Should we be up in arms over a Facebook study of its users?


One or two thumbs up hasn’t been the universal response to the latest Facebook news. (Jeff Chiu/AP)

Here’s a look at five things that impact the way we live, work and play.

1. That week in 2012 when Facebook experimented with your emotions.

Depending on whom you ask, a study in which Facebook’s news feed was manipulated to show some users more positive information, and others more negative — is either business as usual or an upsetting and unethical act.

We now live in a big data era where such research will be increasingly common. Data scientists are in high demand and drawing huge salaries. The chance to learn from huge amounts of data — the Facebook study involved 689,003 users — is extremely appealing to researchers and companies that want to better understand their customers and maximize profits.

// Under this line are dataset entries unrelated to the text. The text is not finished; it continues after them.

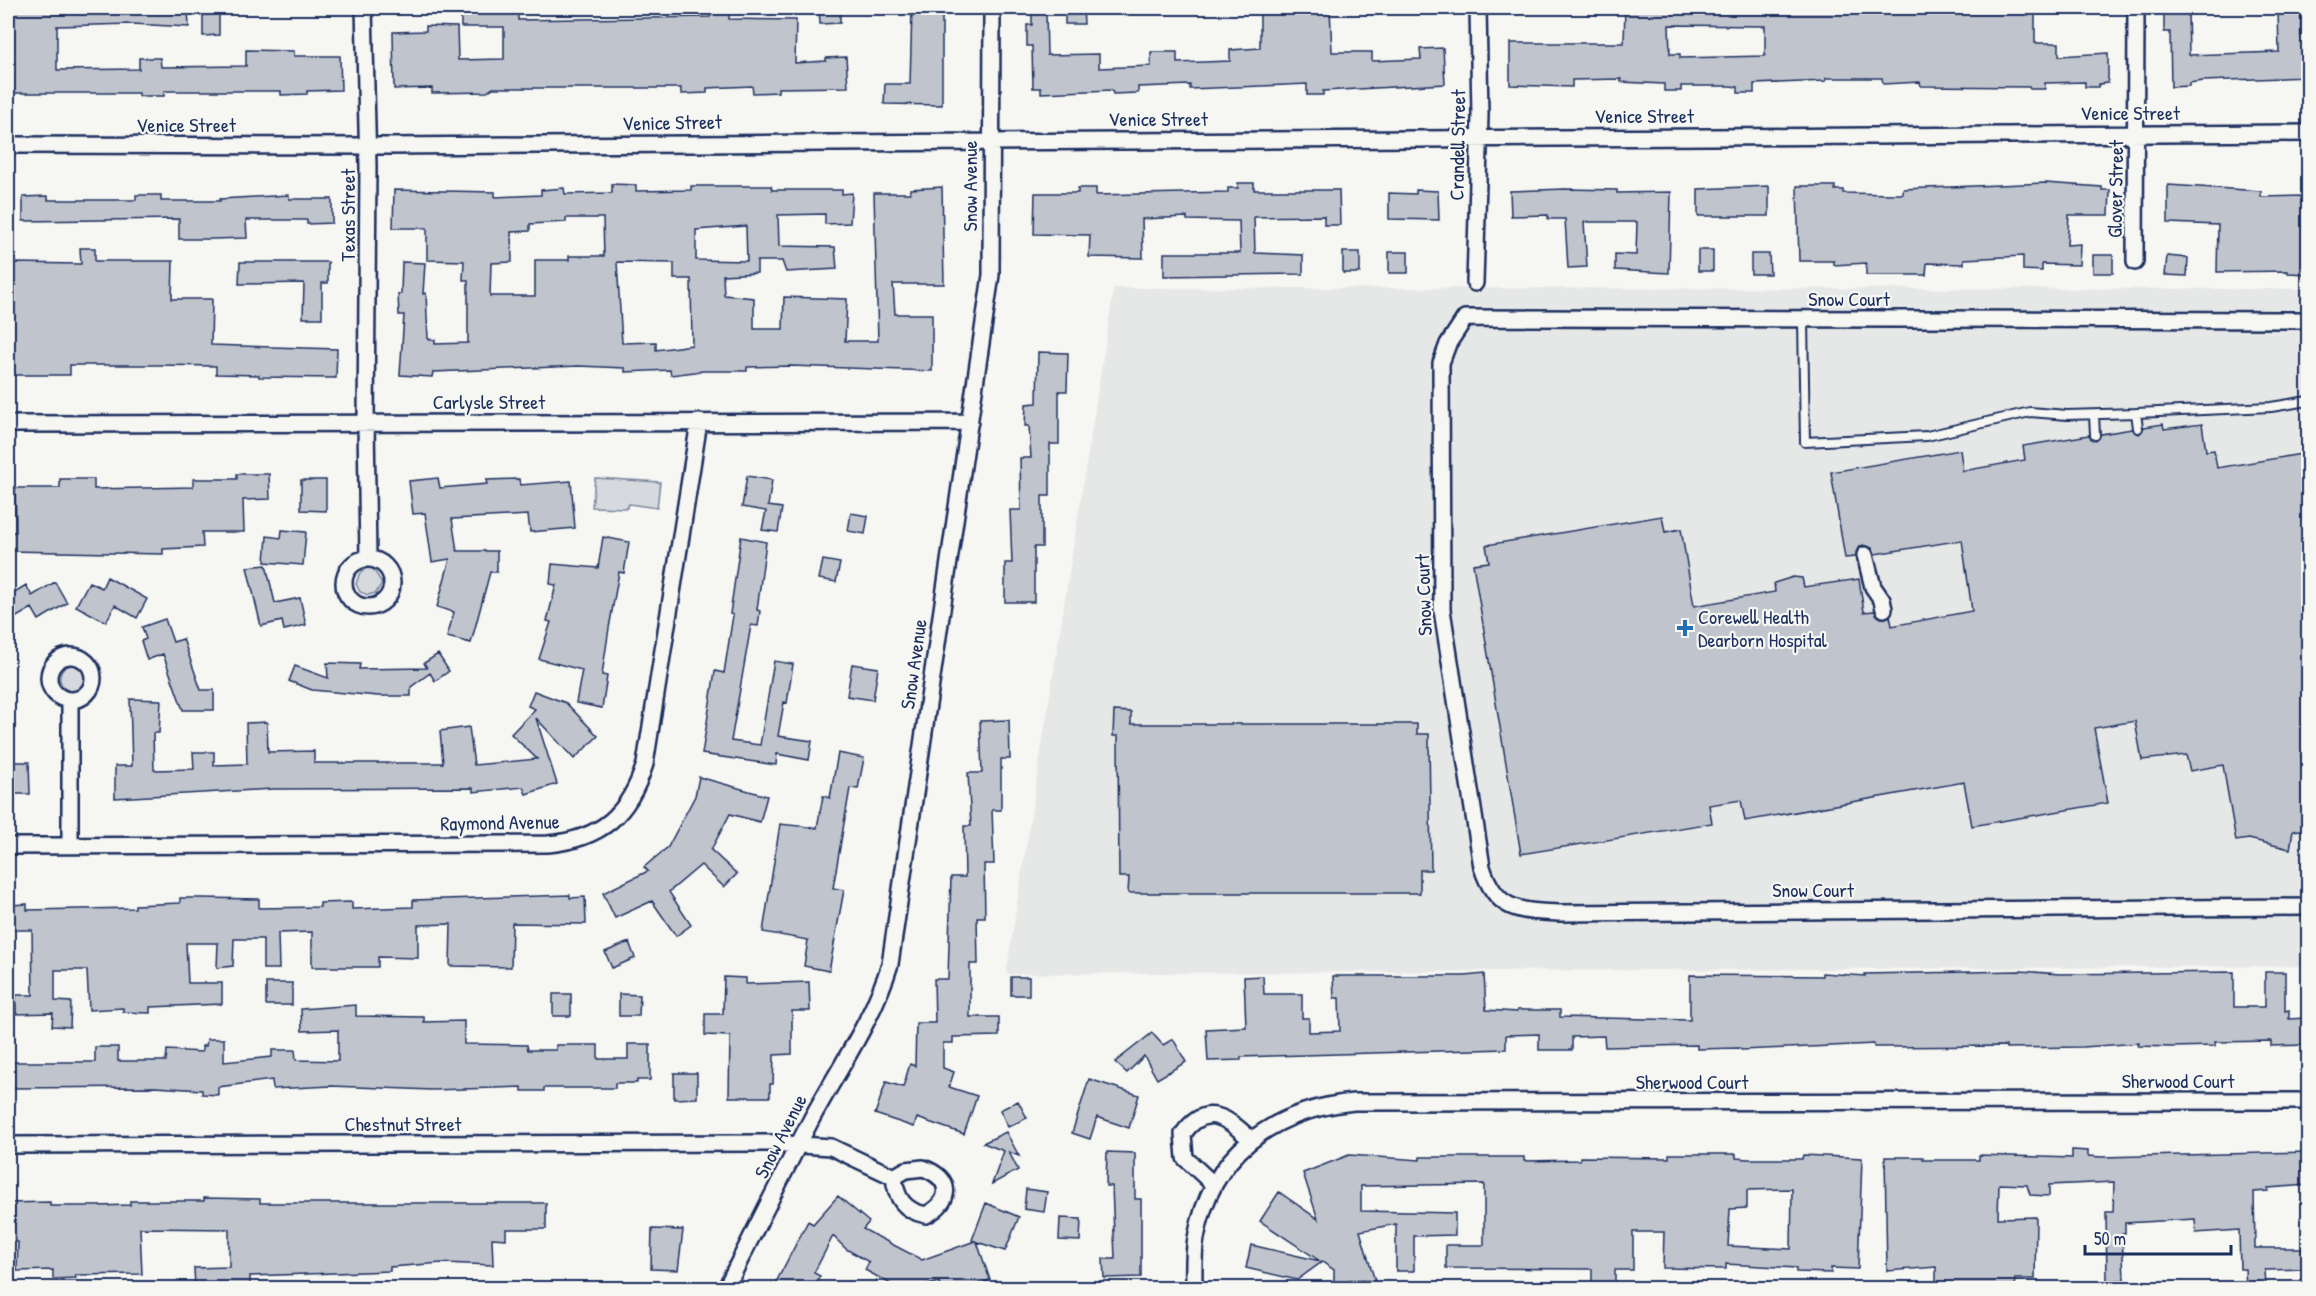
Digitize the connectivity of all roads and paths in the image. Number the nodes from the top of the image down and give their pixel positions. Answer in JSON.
{"nodes":[{"id":1,"x":364,"y":8,"type":"edge"},
{"id":2,"x":992,"y":8,"type":"edge"},
{"id":3,"x":1478,"y":8,"type":"edge"},
{"id":4,"x":2136,"y":8,"type":"edge"},
{"id":5,"x":2308,"y":133,"type":"edge"},
{"id":6,"x":2137,"y":134,"type":"junction"},
{"id":7,"x":1479,"y":137,"type":"junction"},
{"id":8,"x":990,"y":140,"type":"junction"},
{"id":9,"x":8,"y":145,"type":"edge"},
{"id":10,"x":368,"y":145,"type":"junction"},
{"id":11,"x":2135,"y":262,"type":"dead end"},
{"id":12,"x":1475,"y":283,"type":"dead end"},
{"id":13,"x":1803,"y":320,"type":"junction"},
{"id":14,"x":2308,"y":320,"type":"edge"},
{"id":15,"x":2308,"y":401,"type":"edge"},
{"id":16,"x":2136,"y":413,"type":"junction"},
{"id":17,"x":2094,"y":415,"type":"junction"},
{"id":18,"x":366,"y":422,"type":"junction"},
{"id":19,"x":699,"y":422,"type":"junction"},
{"id":20,"x":970,"y":422,"type":"junction"},
{"id":21,"x":8,"y":424,"type":"edge"},
{"id":22,"x":2138,"y":428,"type":"dead end"},
{"id":23,"x":2095,"y":435,"type":"dead end"},
{"id":24,"x":1865,"y":555,"type":"dead end"},
{"id":25,"x":368,"y":558,"type":"dead end"},
{"id":26,"x":1884,"y":609,"type":"dead end"},
{"id":27,"x":70,"y":700,"type":"dead end"},
{"id":28,"x":8,"y":846,"type":"edge"},
{"id":29,"x":70,"y":846,"type":"junction"},
{"id":30,"x":2308,"y":907,"type":"edge"},
{"id":31,"x":2308,"y":1101,"type":"edge"},
{"id":32,"x":1251,"y":1140,"type":"junction"},
{"id":33,"x":799,"y":1144,"type":"junction"},
{"id":34,"x":8,"y":1145,"type":"edge"},
{"id":35,"x":894,"y":1177,"type":"dead end"},
{"id":36,"x":1214,"y":1185,"type":"junction"},
{"id":37,"x":726,"y":1288,"type":"edge"},
{"id":38,"x":1194,"y":1288,"type":"edge"}],
"edges":[{"from":1,"to":10,"type":"street","name":"Texas Street"},
{"from":2,"to":8,"type":"street","name":"Snow Avenue"},
{"from":3,"to":7,"type":"street","name":"Crandell Street"},
{"from":4,"to":6,"type":"street","name":"Glover Street"},
{"from":5,"to":6,"type":"street","name":"Venice Street"},
{"from":6,"to":7,"type":"street","name":"Venice Street"},
{"from":6,"to":11,"type":"street","name":"Glover Street"},
{"from":7,"to":8,"type":"street","name":"Venice Street"},
{"from":7,"to":12,"type":"street","name":"Crandell Street"},
{"from":8,"to":10,"type":"street","name":"Venice Street"},
{"from":8,"to":20,"type":"street","name":"Snow Avenue"},
{"from":9,"to":10,"type":"street","name":"Venice Street"},
{"from":10,"to":18,"type":"street","name":"Texas Street"},
{"from":13,"to":14,"type":"street","name":"Snow Court"},
{"from":13,"to":17,"type":"lane"},
{"from":13,"to":30,"type":"street","name":"Snow Court"},
{"from":15,"to":16,"type":"lane"},
{"from":16,"to":17,"type":"lane"},
{"from":16,"to":22,"type":"lane"},
{"from":17,"to":23,"type":"lane"},
{"from":18,"to":19,"type":"street","name":"Carlysle Street"},
{"from":18,"to":21,"type":"street","name":"Carlysle Street"},
{"from":18,"to":25,"type":"street","name":"Texas Street"},
{"from":19,"to":20,"type":"street","name":"Carlysle Street"},
{"from":19,"to":29,"type":"street","name":"Raymond Avenue"},
{"from":20,"to":33,"type":"street","name":"Snow Avenue"},
{"from":24,"to":26,"type":"street"},
{"from":27,"to":29,"type":"street"},
{"from":28,"to":29,"type":"street","name":"Raymond Avenue"},
{"from":31,"to":32,"type":"street","name":"Sherwood Court"},
{"from":32,"to":36,"type":"street","name":"Sherwood Court"},
{"from":32,"to":36,"type":"street"},
{"from":33,"to":34,"type":"street","name":"Chestnut Street"},
{"from":33,"to":35,"type":"street","name":"Chestnut Street"},
{"from":33,"to":37,"type":"street","name":"Snow Avenue"},
{"from":36,"to":38,"type":"street","name":"Sherwood Court"}]}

Everyone wants to learn from the new metrics available in our digital world, whether you’re a news Web site, a social media platform or a giant retailer.

“We felt that it was important to investigate the common worry that seeing friends post positive content leads to people feeling negative or left out. At the same time, we were concerned that exposure to friends’ negativity might lead people to avoid visiting Facebook,” said Adam D.I. Kramer, the Facebook data scientist who co-authored the paper, in an explanation posted on his Facebook page.

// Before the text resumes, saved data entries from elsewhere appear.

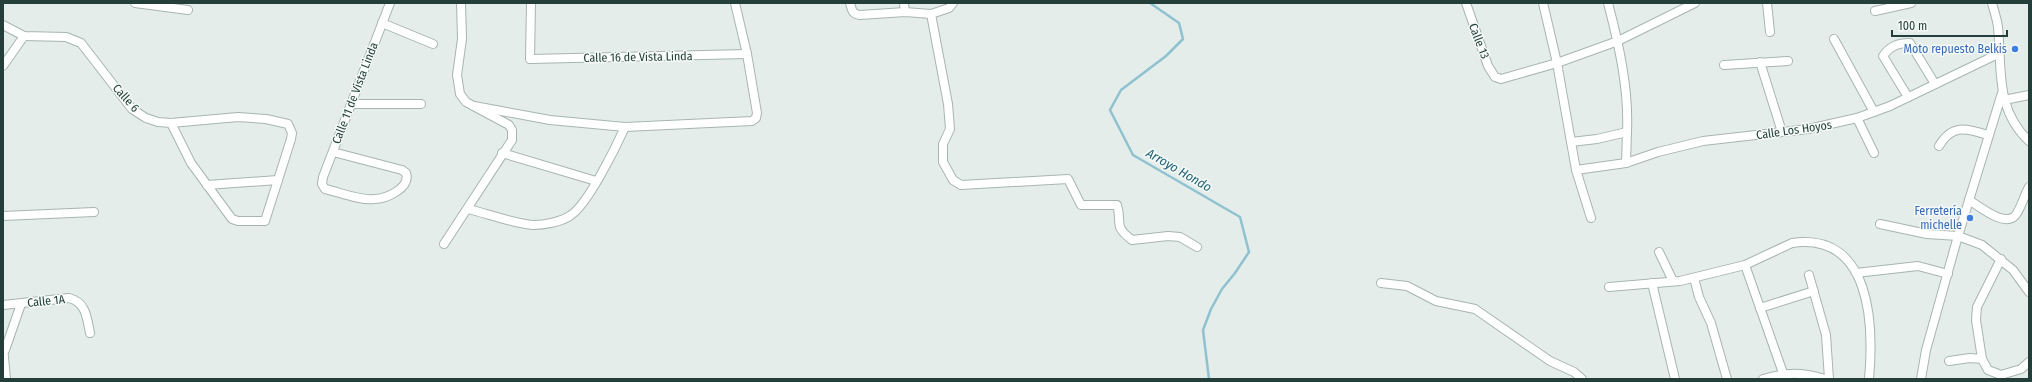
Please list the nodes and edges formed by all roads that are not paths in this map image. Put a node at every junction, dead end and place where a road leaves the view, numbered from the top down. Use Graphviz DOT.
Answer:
graph roads {
  1 [pos="140,3"];
  2 [pos="390,3"];
  3 [pos="461,3"];
  4 [pos="531,3"];
  5 [pos="735,3"];
  6 [pos="850,3"];
  7 [pos="904,3"];
  8 [pos="953,3"];
  9 [pos="1466,3"];
  10 [pos="1543,3"];
  11 [pos="1608,3"];
  12 [pos="1695,3"];
  13 [pos="1767,3"];
  14 [pos="1911,3"];
  15 [pos="1992,3"];
  16 [pos="188,10"];
  17 [pos="1875,11"];
  18 [pos="905,12"];
  19 [pos="931,14"];
  20 [pos="382,23"];
  21 [pos="3,25"];
  22 [pos="1770,32"];
  23 [pos="24,36"];
  24 [pos="1834,39"];
  25 [pos="1618,41"];
  26 [pos="433,44"];
  27 [pos="2000,53"];
  28 [pos="747,54"];
  29 [pos="1788,61"];
  30 [pos="1760,62"];
  31 [pos="1557,63"];
  32 [pos="1724,64"];
  33 [pos="3,65"];
  34 [pos="1935,84"];
  35 [pos="2029,95"];
  36 [pos="2003,96"];
  37 [pos="1908,97"];
  38 [pos="351,104"];
  39 [pos="421,104"];
  40 [pos="474,106"];
  41 [pos="1874,112"];
  42 [pos="1858,118"];
  43 [pos="171,123"];
  44 [pos="625,127"];
  45 [pos="1627,132"];
  46 [pos="1782,132"];
  47 [pos="1988,135"];
  48 [pos="2029,141"];
  49 [pos="1571,142"];
  50 [pos="1939,146"];
  51 [pos="332,152"];
  52 [pos="502,153"];
  53 [pos="1874,153"];
  54 [pos="1626,163"];
  55 [pos="1576,170"];
  56 [pos="278,180"];
  57 [pos="596,181"];
  58 [pos="207,185"];
  59 [pos="2029,187"];
  60 [pos="1969,200"];
  61 [pos="468,209"];
  62 [pos="94,212"];
  63 [pos="3,216"];
  64 [pos="1591,218"];
  65 [pos="1880,224"];
  66 [pos="1958,236"];
  67 [pos="444,244"];
  68 [pos="1197,246"];
  69 [pos="1659,252"];
  70 [pos="2001,259"];
  71 [pos="1745,265"];
  72 [pos="1856,273"];
  73 [pos="1948,274"];
  74 [pos="1809,275"];
  75 [pos="1694,278"];
  76 [pos="1673,281"];
  77 [pos="1381,283"];
  78 [pos="1652,283"];
  79 [pos="1609,287"];
  80 [pos="1814,291"];
  81 [pos="2029,292"];
  82 [pos="21,304"];
  83 [pos="3,306"];
  84 [pos="1760,308"];
  85 [pos="90,333"];
  86 [pos="4,348"];
  87 [pos="1982,359"];
  88 [pos="1949,361"];
  89 [pos="2029,362"];
  90 [pos="1783,373"];
  91 [pos="1807,374"];
  92 [pos="6,379"];
  93 [pos="1582,379"];
  94 [pos="1675,379"];
  95 [pos="1727,379"];
  96 [pos="1763,379"];
  97 [pos="1797,379"];
  98 [pos="1825,379"];
  99 [pos="1829,379"];
  100 [pos="1869,379"];
  101 [pos="1920,379"];
  1 -- 16 [label="street"];
  2 -- 20 [label="street, Calle 11 de Vista Linda"];
  3 -- 40 [label="street"];
  4 -- 28 [label="street, Calle 16 de Vista Linda"];
  5 -- 28 [label="street"];
  6 -- 18 [label="street"];
  7 -- 18 [label="street"];
  8 -- 19 [label="street"];
  9 -- 31 [label="street, Calle 13"];
  10 -- 31 [label="street"];
  11 -- 25 [label="street"];
  12 -- 25 [label="street"];
  13 -- 22 [label="street"];
  14 -- 17 [label="street"];
  15 -- 27 [label="street"];
  18 -- 19 [label="street"];
  19 -- 68 [label="street"];
  20 -- 26 [label="street"];
  20 -- 38 [label="street, Calle 11 de Vista Linda"];
  21 -- 23 [label="street, Calle 6"];
  23 -- 33 [label="street"];
  23 -- 43 [label="street, Calle 6"];
  24 -- 41 [label="street"];
  25 -- 31 [label="street"];
  25 -- 45 [label="street"];
  27 -- 34 [label="street, Calle Los Hoyos"];
  27 -- 36 [label="street"];
  28 -- 44 [label="street"];
  29 -- 30 [label="street"];
  30 -- 32 [label="street"];
  30 -- 46 [label="street"];
  31 -- 49 [label="street"];
  34 -- 37 [label="street, Calle Los Hoyos"];
  34 -- 37 [label="street"];
  35 -- 36 [label="street"];
  36 -- 47 [label="street"];
  36 -- 48 [label="street"];
  37 -- 41 [label="street, Calle Los Hoyos"];
  38 -- 39 [label="street"];
  38 -- 51 [label="street, Calle 11 de Vista Linda"];
  40 -- 44 [label="street"];
  40 -- 52 [label="street"];
  41 -- 42 [label="street, Calle Los Hoyos"];
  42 -- 46 [label="street, Calle Los Hoyos"];
  42 -- 53 [label="street"];
  43 -- 56 [label="street, Calle 6"];
  43 -- 58 [label="street"];
  44 -- 57 [label="street"];
  45 -- 49 [label="street"];
  45 -- 54 [label="street"];
  46 -- 54 [label="street, Calle Los Hoyos"];
  47 -- 50 [label="street"];
  47 -- 60 [label="street"];
  49 -- 55 [label="street"];
  51 -- 51 [label="street, Calle 11 de Vista Linda"];
  52 -- 57 [label="street"];
  52 -- 61 [label="street"];
  54 -- 55 [label="street, Calle Los Hoyos"];
  55 -- 64 [label="street"];
  56 -- 58 [label="street"];
  56 -- 58 [label="street"];
  57 -- 61 [label="street"];
  59 -- 60 [label="street"];
  60 -- 66 [label="street"];
  61 -- 67 [label="street"];
  62 -- 63 [label="street"];
  65 -- 66 [label="street"];
  66 -- 70 [label="street"];
  66 -- 73 [label="street"];
  69 -- 76 [label="street"];
  70 -- 81 [label="street"];
  70 -- 87 [label="street"];
  71 -- 72 [label="street"];
  71 -- 75 [label="street"];
  71 -- 84 [label="street"];
  72 -- 73 [label="street"];
  72 -- 100 [label="street"];
  73 -- 101 [label="street"];
  74 -- 80 [label="street"];
  75 -- 76 [label="street"];
  75 -- 95 [label="street"];
  76 -- 78 [label="street"];
  77 -- 93 [label="street"];
  78 -- 79 [label="street"];
  78 -- 94 [label="street"];
  80 -- 84 [label="street"];
  80 -- 99 [label="street"];
  82 -- 83 [label="street, Calle 1A"];
  82 -- 85 [label="street, Calle 1A"];
  82 -- 86 [label="street"];
  84 -- 90 [label="street"];
  86 -- 92 [label="street"];
  87 -- 88 [label="street"];
  87 -- 89 [label="street"];
  90 -- 91 [label="street"];
  90 -- 96 [label="street"];
  91 -- 97 [label="street"];
  91 -- 98 [label="street"];
}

Here’s a thorough rundown making sense of the different reactions to the study, via Tumbling Conduct: 

Standard reactions are split: among scholars I observe (a) disturbance and disgust, (b) concerns over communication power, or (c) complaints that the “sexy” large Facebook data set (690,000!) led the authors to oversell a non-result, and the journal to publish a study with methodological issues. Reactions in non-scholarly circles are usually veering between “mmmmm-creepy” and “what’s the fuss?”

I’ll venture a guess that Facebook will continue to experiment with its algorithm but will be more selective about publishing its findings in academic journals, where controversy can loom. Does the news make you feel any different about Facebook?

2. Originality is incredibly rare. Via Lillie Lainoff:

I suspect that most of our good, great and even monumental ideas are not original. Odds are, one of the other 7 billion people in the world has had the same idea for that start-up or phone app you’re about to develop, that movie script or essay you’re about to write. Every idea, including the ones I’m expressing here, can be written thousands of ways. Some of them will be creative, others daring. But they will probably not be original. As Mark Twain once wrote in a letter to Helen Keller, “All ideas are second-hand, consciously and unconsciously drawn from a million outside sources.”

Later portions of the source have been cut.